See how one of the leaves lost the battle against the onslaught of its neighbor? “You’re beeeeeending it!”

We have both had some doing with gardening, as both our parents dabbled in home grown produce. We even both ended up having an adult figure in our lives who thought giving chickens as a present to small children is totally appropriate, so we have some livestock experience as well. However, this is the very first year that we have undertaken, all on our own, to grow us some veggies.

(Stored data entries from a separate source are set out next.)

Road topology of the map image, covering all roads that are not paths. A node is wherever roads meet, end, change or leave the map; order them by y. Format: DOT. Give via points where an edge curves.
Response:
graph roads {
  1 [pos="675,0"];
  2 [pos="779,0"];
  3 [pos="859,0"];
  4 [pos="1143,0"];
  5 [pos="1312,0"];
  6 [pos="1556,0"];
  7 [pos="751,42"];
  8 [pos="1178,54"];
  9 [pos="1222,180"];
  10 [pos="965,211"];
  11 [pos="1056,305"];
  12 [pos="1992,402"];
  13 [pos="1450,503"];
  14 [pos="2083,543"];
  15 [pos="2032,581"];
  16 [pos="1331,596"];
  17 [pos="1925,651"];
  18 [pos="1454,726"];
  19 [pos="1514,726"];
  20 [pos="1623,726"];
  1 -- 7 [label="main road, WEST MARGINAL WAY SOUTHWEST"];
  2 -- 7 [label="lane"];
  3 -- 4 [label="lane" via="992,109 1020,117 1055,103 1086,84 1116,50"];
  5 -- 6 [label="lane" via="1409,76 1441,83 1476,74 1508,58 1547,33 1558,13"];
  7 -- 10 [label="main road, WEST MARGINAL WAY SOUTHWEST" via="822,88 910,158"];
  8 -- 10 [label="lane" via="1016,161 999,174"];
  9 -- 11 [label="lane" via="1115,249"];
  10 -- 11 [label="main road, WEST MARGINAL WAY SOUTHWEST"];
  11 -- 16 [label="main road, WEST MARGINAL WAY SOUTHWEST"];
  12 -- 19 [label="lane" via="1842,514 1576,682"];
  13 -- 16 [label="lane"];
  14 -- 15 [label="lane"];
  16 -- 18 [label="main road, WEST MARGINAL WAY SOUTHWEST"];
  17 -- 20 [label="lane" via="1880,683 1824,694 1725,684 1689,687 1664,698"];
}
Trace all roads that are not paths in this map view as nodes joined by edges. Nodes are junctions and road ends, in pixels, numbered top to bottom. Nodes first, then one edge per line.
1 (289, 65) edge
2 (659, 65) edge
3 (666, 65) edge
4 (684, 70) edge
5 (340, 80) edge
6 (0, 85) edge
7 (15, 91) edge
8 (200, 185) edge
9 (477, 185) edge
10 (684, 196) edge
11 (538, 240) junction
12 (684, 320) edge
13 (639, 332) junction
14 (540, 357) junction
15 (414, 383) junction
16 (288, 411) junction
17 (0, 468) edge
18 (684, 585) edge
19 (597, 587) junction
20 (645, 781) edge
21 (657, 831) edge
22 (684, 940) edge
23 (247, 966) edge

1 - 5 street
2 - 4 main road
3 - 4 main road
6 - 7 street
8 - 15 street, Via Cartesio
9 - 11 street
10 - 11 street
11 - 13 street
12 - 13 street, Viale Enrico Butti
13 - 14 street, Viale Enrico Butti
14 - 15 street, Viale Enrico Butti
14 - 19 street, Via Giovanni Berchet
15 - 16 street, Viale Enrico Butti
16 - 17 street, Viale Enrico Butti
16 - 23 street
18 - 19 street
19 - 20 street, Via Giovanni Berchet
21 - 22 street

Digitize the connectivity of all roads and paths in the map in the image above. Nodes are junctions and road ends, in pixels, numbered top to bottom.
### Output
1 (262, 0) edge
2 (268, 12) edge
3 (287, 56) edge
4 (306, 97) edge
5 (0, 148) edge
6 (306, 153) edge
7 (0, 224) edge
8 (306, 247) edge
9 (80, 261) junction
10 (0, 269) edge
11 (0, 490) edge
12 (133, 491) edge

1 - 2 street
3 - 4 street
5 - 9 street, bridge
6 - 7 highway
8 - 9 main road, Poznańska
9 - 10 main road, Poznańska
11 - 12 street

We live in Oregon now, a state where people grow things, make things, chop wood, climb mountains, and probably once knew the beef they are having for dinner by name. In fact, our apartment complex has set aside a plot of land to parcel out to its tenants based on the knowledge that of COURSE city dwellers will want to keep a vegetable garden out back. So we bought some fencing, tomato cages, sticks, manure, cultivators and other tools, and planted a bunch of seeds in early May.

It begins… with tomatoes.. and a few strawberries

Seeds are deceiving. You look at these tiny shit things and think to yourself, no WAY is this going to become something. Like, 1 in 10 chances this is going to survive and become a thing I can eat. So, instead of carefully planting a single seed or 3 a few inches away from another single seed, we just made a trough and poured a bunch in. We planted many things like that, and so this is what it ended up looking like, even after we realized our mistake and thinned ’em out.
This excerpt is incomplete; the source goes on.